1.2 Covariance and Correlation

Variance is a summary statistic that indicates the variation in a set of scores from their mean (and standard deviation is the square root of variance). Covariance indicates the covariation of two sets of scores from their respective means. Covariance, and correlation have been, and continue to be extremely useful in measurement theory. To briefly illustrate covariance assume that we have measured three people on two variables x and y; their x scores are: 2, 4, and 6, and their y scores are: 7, 5, and 9. The means are readily calculated as 4 for x and 7 for y. If we express each person’s scores as a deviation from the respective means we get -2, 0, 2 for x and 0, -2, 2 for y, respectively. If we multiply the pairs of deviation scores, total them up (-2)(0) + (0)(-2) + (2)(2) = 4, and divide by the number of people contributing scores, 4/3, we obtain covariance, 1.33. Covariance can be either positive or negative, can range from negative to positive infinity, and its magnitude is dependent on the metric(s) of the two variables involved. Therefore it is difficult to know whether 1.33 represents a lot or a little covariation.
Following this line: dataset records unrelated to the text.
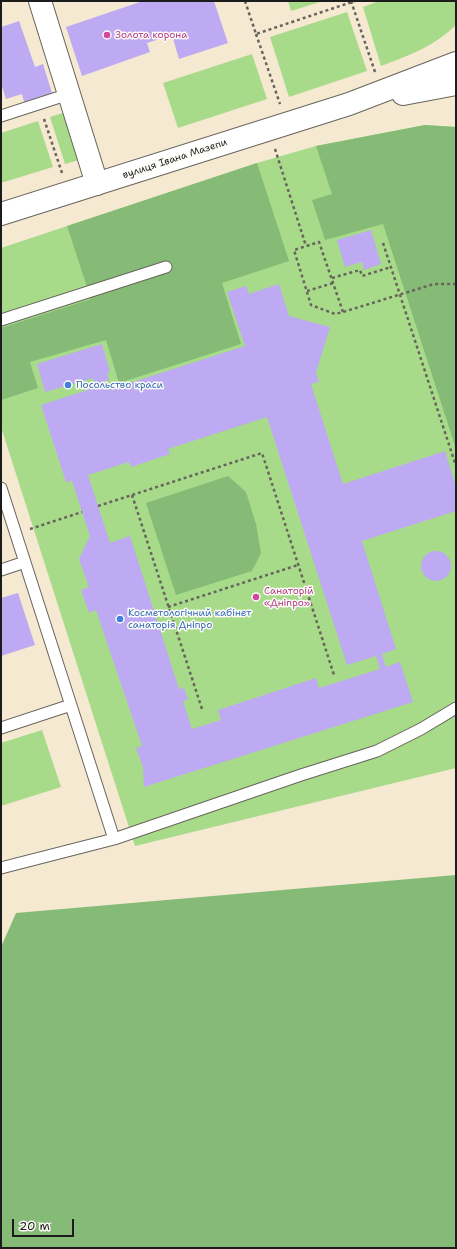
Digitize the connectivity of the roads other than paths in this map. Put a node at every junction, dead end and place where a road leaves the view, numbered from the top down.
1 (40, 1) edge
2 (456, 48) edge
3 (456, 63) edge
4 (456, 84) edge
5 (69, 94) junction
6 (456, 100) edge
7 (349, 104) junction
8 (1, 116) edge
9 (97, 184) junction
10 (1, 214) edge
11 (166, 267) dead end
12 (1, 320) edge
13 (1, 488) edge
14 (25, 562) junction
15 (1, 570) edge
16 (71, 705) junction
17 (456, 708) edge
18 (1, 728) edge
19 (114, 839) junction
20 (1, 868) edge

1 - 5 street
2 - 7 street
3 - 7 street
4 - 7 street
5 - 8 lane
5 - 9 street
6 - 7 street
7 - 9 street, вулиця Івана Мазепи
9 - 10 street, вулиця Івана Мазепи
11 - 12 lane
13 - 14 lane
14 - 15 lane
14 - 16 lane
16 - 18 lane
16 - 19 lane
17 - 19 lane
19 - 20 lane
A more convenient metric for expressing covariation is the correlation coefficient \(r\). The correlation coefficient has the advantage that it is standardized; it is equal to 1.0 when there is perfect positive covariation between the two sets of scores, -1.0 when there is perfect negative covariation between the two sets of scores, and equal to 0.0 when there is no covariation. If a covariance is divided by the product of the standard deviations for x and y, we obtain \(r(x, y)\), the correlation between x and y. In the current example \(r(x, y) = 1.33/(1.63)(1.63) = .50\). For this reason, we often refer to a correlation as a standardized covariance. Another useful property of the correlation coefficient is that its square represents the proportion of variance shared between x and y. In this example \(r(x, y)^2 = .25\), so we may state that 25% of the variance in x is shared with y, and 25% of the variance in y is shared with x.

1.3 Reliability Defined

According to CTT, reliability is the proportion of variance in a set of measurements associated with true-score variance. In other words if we could correlate true scores with observed scores and square the result as, \(r(T_i, X_i)^2\), this would indicate the proportion of variance in the observed scores that is shared with the true scores. We can now write a formal definition:

\[ reliability = r(T_i, X_i)^2 = \frac{\sigma^2_T}{\sigma^2_X} = 1 - \frac{\sigma^2_e}{\sigma^2_X} \tag{4} \]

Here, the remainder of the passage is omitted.